_Work request_. Each entry is to be reproduced verbatim, and images are to be omitted.
-- Records to use follows --
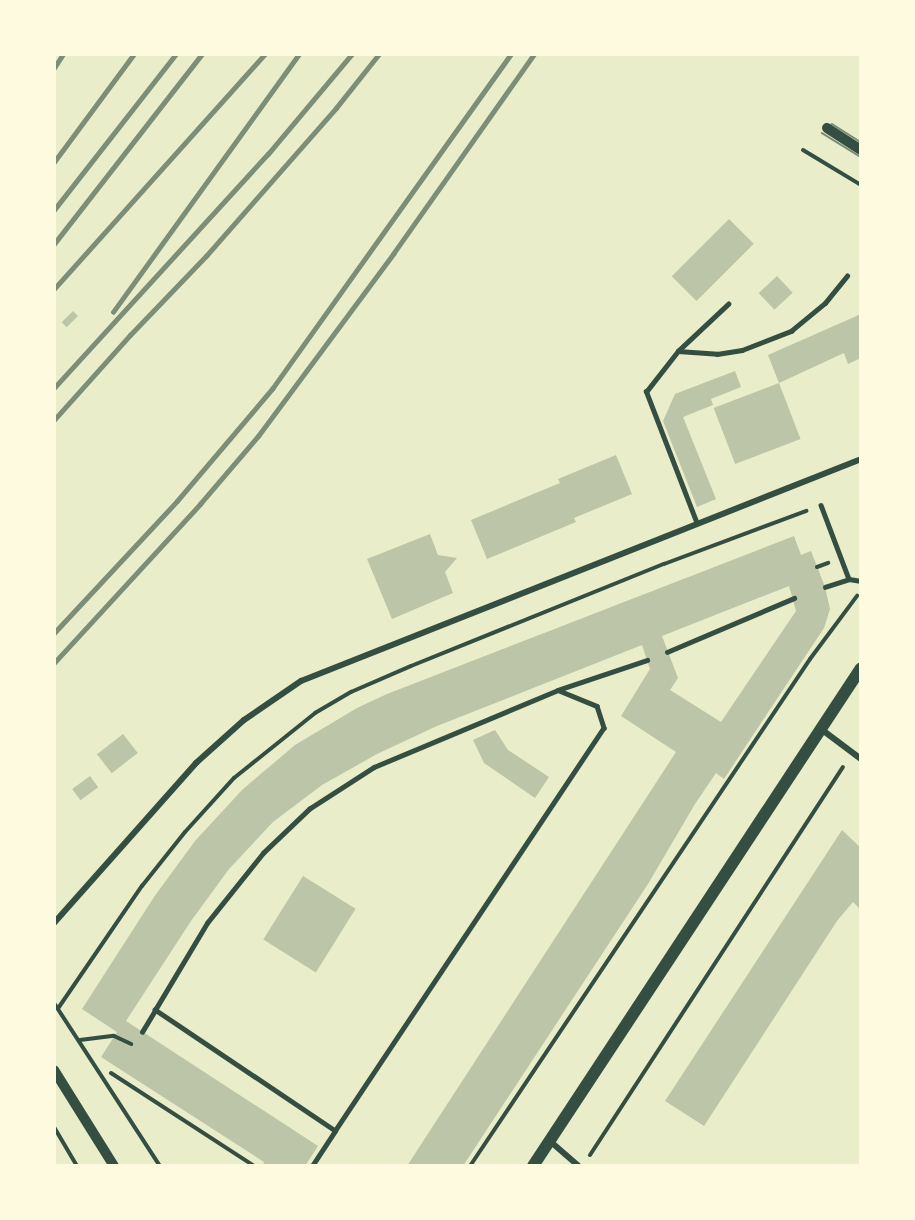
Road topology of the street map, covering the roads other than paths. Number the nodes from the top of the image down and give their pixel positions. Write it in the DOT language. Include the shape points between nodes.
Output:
graph roads {
  1 [pos="827,128"];
  2 [pos="861,150"];
  3 [pos="847,276"];
  4 [pos="728,304"];
  5 [pos="678,351"];
  6 [pos="861,459"];
  7 [pos="821,505"];
  8 [pos="697,524"];
  9 [pos="849,579"];
  10 [pos="861,581"];
  11 [pos="825,587"];
  12 [pos="794,598"];
  13 [pos="667,652"];
  14 [pos="646,660"];
  15 [pos="861,668"];
  16 [pos="558,690"];
  17 [pos="820,728"];
  18 [pos="861,759"];
  19 [pos="54,923"];
  20 [pos="155,1010"];
  21 [pos="142,1032"];
  22 [pos="54,1070"];
  23 [pos="335,1131"];
  24 [pos="551,1142"];
  25 [pos="114,1166"];
  26 [pos="312,1166"];
  27 [pos="533,1166"];
  28 [pos="579,1166"];
  1 -- 2 [label="street"];
  3 -- 5 [label="lane" via="825,303 791,331 742,350 717,354"];
  4 -- 5 [label="lane"];
  5 -- 8 [label="lane" via="646,392"];
  6 -- 8 [label="street"];
  7 -- 9 [label="lane"];
  8 -- 19 [label="street" via="301,681 244,720 196,763"];
  9 -- 10 [label="lane"];
  9 -- 11 [label="lane"];
  12 -- 13 [label="lane"];
  14 -- 16 [label="lane"];
  15 -- 17 [label="main road"];
  16 -- 20 [label="lane" via="374,766 309,809 263,853 207,923"];
  16 -- 23 [label="lane" via="597,706 604,728"];
  17 -- 18 [label="street"];
  17 -- 24 [label="main road"];
  20 -- 21 [label="lane"];
  20 -- 23 [label="lane"];
  22 -- 25 [label="street"];
  23 -- 26 [label="lane"];
  24 -- 27 [label="main road"];
  24 -- 28 [label="street"];
}
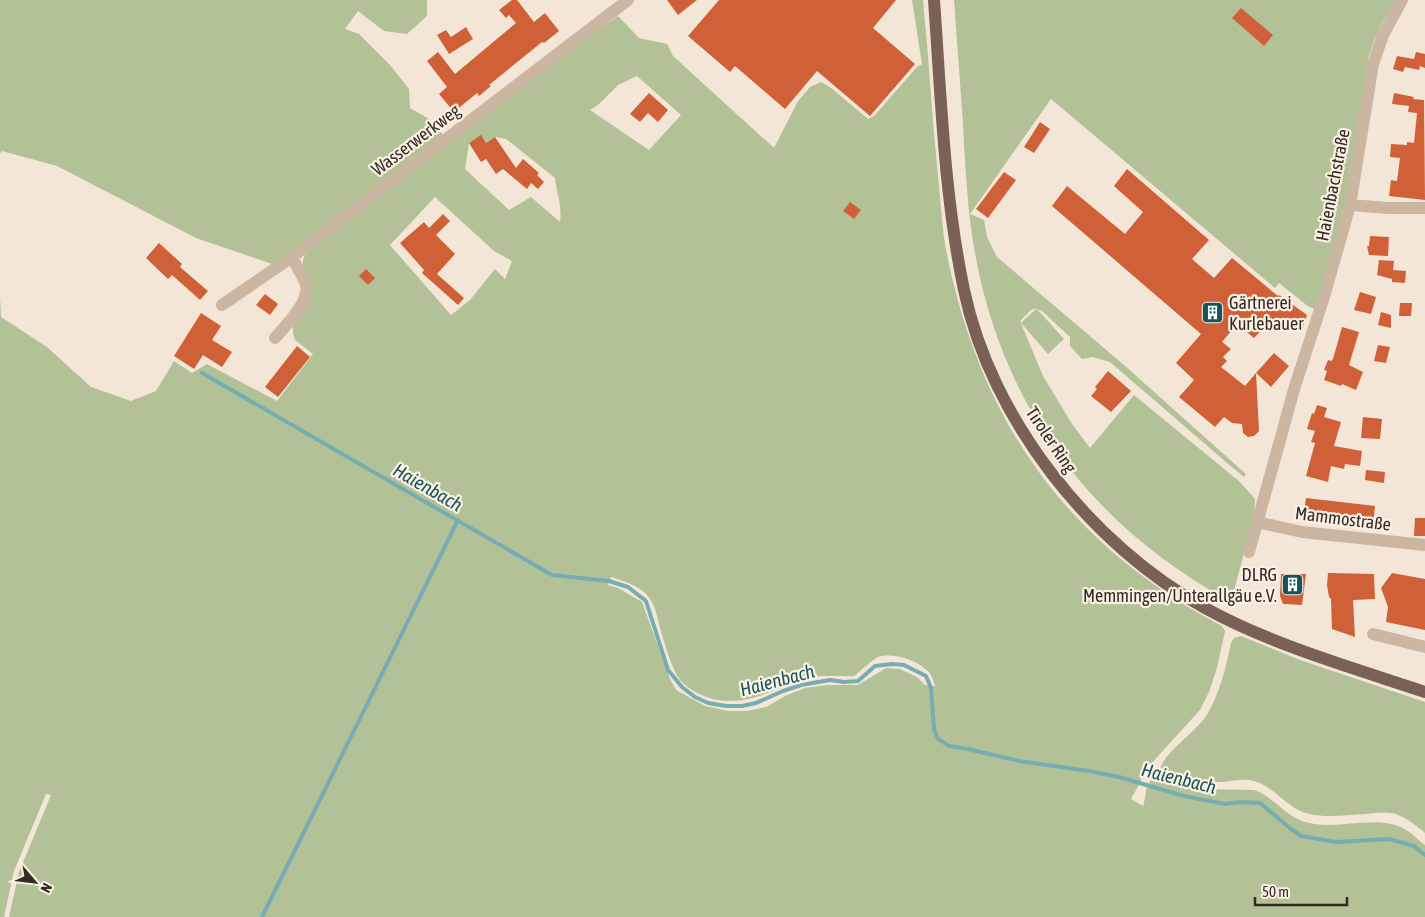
-- Records to use concluded --
_Response to this exercise_.
Road topology of the street map, covering the roads other than paths. Number the nodes from the top of the image down and give their pixel positions. Write it in the DOT language. Include the shape points between nodes.
Output:
graph roads {
  1 [pos="827,128"];
  2 [pos="861,150"];
  3 [pos="847,276"];
  4 [pos="728,304"];
  5 [pos="678,351"];
  6 [pos="861,459"];
  7 [pos="821,505"];
  8 [pos="697,524"];
  9 [pos="849,579"];
  10 [pos="861,581"];
  11 [pos="825,587"];
  12 [pos="794,598"];
  13 [pos="667,652"];
  14 [pos="646,660"];
  15 [pos="861,668"];
  16 [pos="558,690"];
  17 [pos="820,728"];
  18 [pos="861,759"];
  19 [pos="54,923"];
  20 [pos="155,1010"];
  21 [pos="142,1032"];
  22 [pos="54,1070"];
  23 [pos="335,1131"];
  24 [pos="551,1142"];
  25 [pos="114,1166"];
  26 [pos="312,1166"];
  27 [pos="533,1166"];
  28 [pos="579,1166"];
  1 -- 2 [label="street"];
  3 -- 5 [label="lane" via="825,303 791,331 742,350 717,354"];
  4 -- 5 [label="lane"];
  5 -- 8 [label="lane" via="646,392"];
  6 -- 8 [label="street"];
  7 -- 9 [label="lane"];
  8 -- 19 [label="street" via="301,681 244,720 196,763"];
  9 -- 10 [label="lane"];
  9 -- 11 [label="lane"];
  12 -- 13 [label="lane"];
  14 -- 16 [label="lane"];
  15 -- 17 [label="main road"];
  16 -- 20 [label="lane" via="374,766 309,809 263,853 207,923"];
  16 -- 23 [label="lane" via="597,706 604,728"];
  17 -- 18 [label="street"];
  17 -- 24 [label="main road"];
  20 -- 21 [label="lane"];
  20 -- 23 [label="lane"];
  22 -- 25 [label="street"];
  23 -- 26 [label="lane"];
  24 -- 27 [label="main road"];
  24 -- 28 [label="street"];
}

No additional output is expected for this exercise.